▶ [Task description]:
Each record is to be printed again exactly, though not its pictures.

▶ [Provided data]:
┌────────
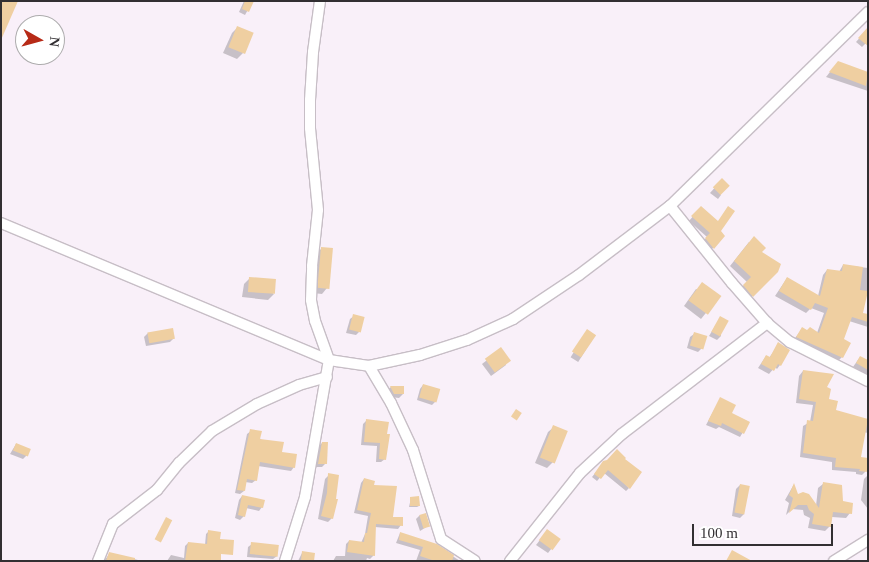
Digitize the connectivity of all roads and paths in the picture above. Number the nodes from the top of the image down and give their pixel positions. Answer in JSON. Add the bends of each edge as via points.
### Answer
{"nodes":[{"id":1,"x":320,"y":1,"type":"edge"},
{"id":2,"x":868,"y":12,"type":"edge"},
{"id":3,"x":670,"y":206,"type":"junction"},
{"id":4,"x":1,"y":222,"type":"edge"},
{"id":5,"x":767,"y":323,"type":"junction"},
{"id":6,"x":329,"y":360,"type":"junction"},
{"id":7,"x":369,"y":366,"type":"junction"},
{"id":8,"x":326,"y":376,"type":"junction"},
{"id":9,"x":868,"y":382,"type":"edge"},
{"id":10,"x":868,"y":540,"type":"edge"},
{"id":11,"x":98,"y":561,"type":"edge"},
{"id":12,"x":285,"y":561,"type":"edge"},
{"id":13,"x":475,"y":561,"type":"edge"},
{"id":14,"x":510,"y":561,"type":"edge"},
{"id":15,"x":834,"y":561,"type":"edge"}],
"edges":[{"from":1,"to":6,"type":"street","via":[[310,100],[318,210],[311,300]]},
{"from":2,"to":3,"type":"street"},
{"from":3,"to":5,"type":"street"},
{"from":3,"to":7,"type":"street","via":[[579,275],[513,319],[468,340]]},
{"from":4,"to":6,"type":"street"},
{"from":5,"to":9,"type":"street","via":[[790,342]]},
{"from":5,"to":14,"type":"street","via":[[622,434],[580,474]]},
{"from":6,"to":7,"type":"street"},
{"from":6,"to":8,"type":"street"},
{"from":7,"to":13,"type":"street","via":[[413,450],[441,538]]},
{"from":8,"to":11,"type":"street","via":[[257,404],[212,431],[179,463],[158,490],[113,524]]},
{"from":8,"to":12,"type":"street","via":[[305,497]]},
{"from":10,"to":15,"type":"street"}]}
└────────
▶ [Exercise answer]:
Digitize the connectivity of all roads and paths in the picture above. Number the nodes from the top of the image down and give their pixel positions. Answer in JSON. Add the bends of each edge as via points.
### Answer
{"nodes":[{"id":1,"x":320,"y":1,"type":"edge"},
{"id":2,"x":868,"y":12,"type":"edge"},
{"id":3,"x":670,"y":206,"type":"junction"},
{"id":4,"x":1,"y":222,"type":"edge"},
{"id":5,"x":767,"y":323,"type":"junction"},
{"id":6,"x":329,"y":360,"type":"junction"},
{"id":7,"x":369,"y":366,"type":"junction"},
{"id":8,"x":326,"y":376,"type":"junction"},
{"id":9,"x":868,"y":382,"type":"edge"},
{"id":10,"x":868,"y":540,"type":"edge"},
{"id":11,"x":98,"y":561,"type":"edge"},
{"id":12,"x":285,"y":561,"type":"edge"},
{"id":13,"x":475,"y":561,"type":"edge"},
{"id":14,"x":510,"y":561,"type":"edge"},
{"id":15,"x":834,"y":561,"type":"edge"}],
"edges":[{"from":1,"to":6,"type":"street","via":[[310,100],[318,210],[311,300]]},
{"from":2,"to":3,"type":"street"},
{"from":3,"to":5,"type":"street"},
{"from":3,"to":7,"type":"street","via":[[579,275],[513,319],[468,340]]},
{"from":4,"to":6,"type":"street"},
{"from":5,"to":9,"type":"street","via":[[790,342]]},
{"from":5,"to":14,"type":"street","via":[[622,434],[580,474]]},
{"from":6,"to":7,"type":"street"},
{"from":6,"to":8,"type":"street"},
{"from":7,"to":13,"type":"street","via":[[413,450],[441,538]]},
{"from":8,"to":11,"type":"street","via":[[257,404],[212,431],[179,463],[158,490],[113,524]]},
{"from":8,"to":12,"type":"street","via":[[305,497]]},
{"from":10,"to":15,"type":"street"}]}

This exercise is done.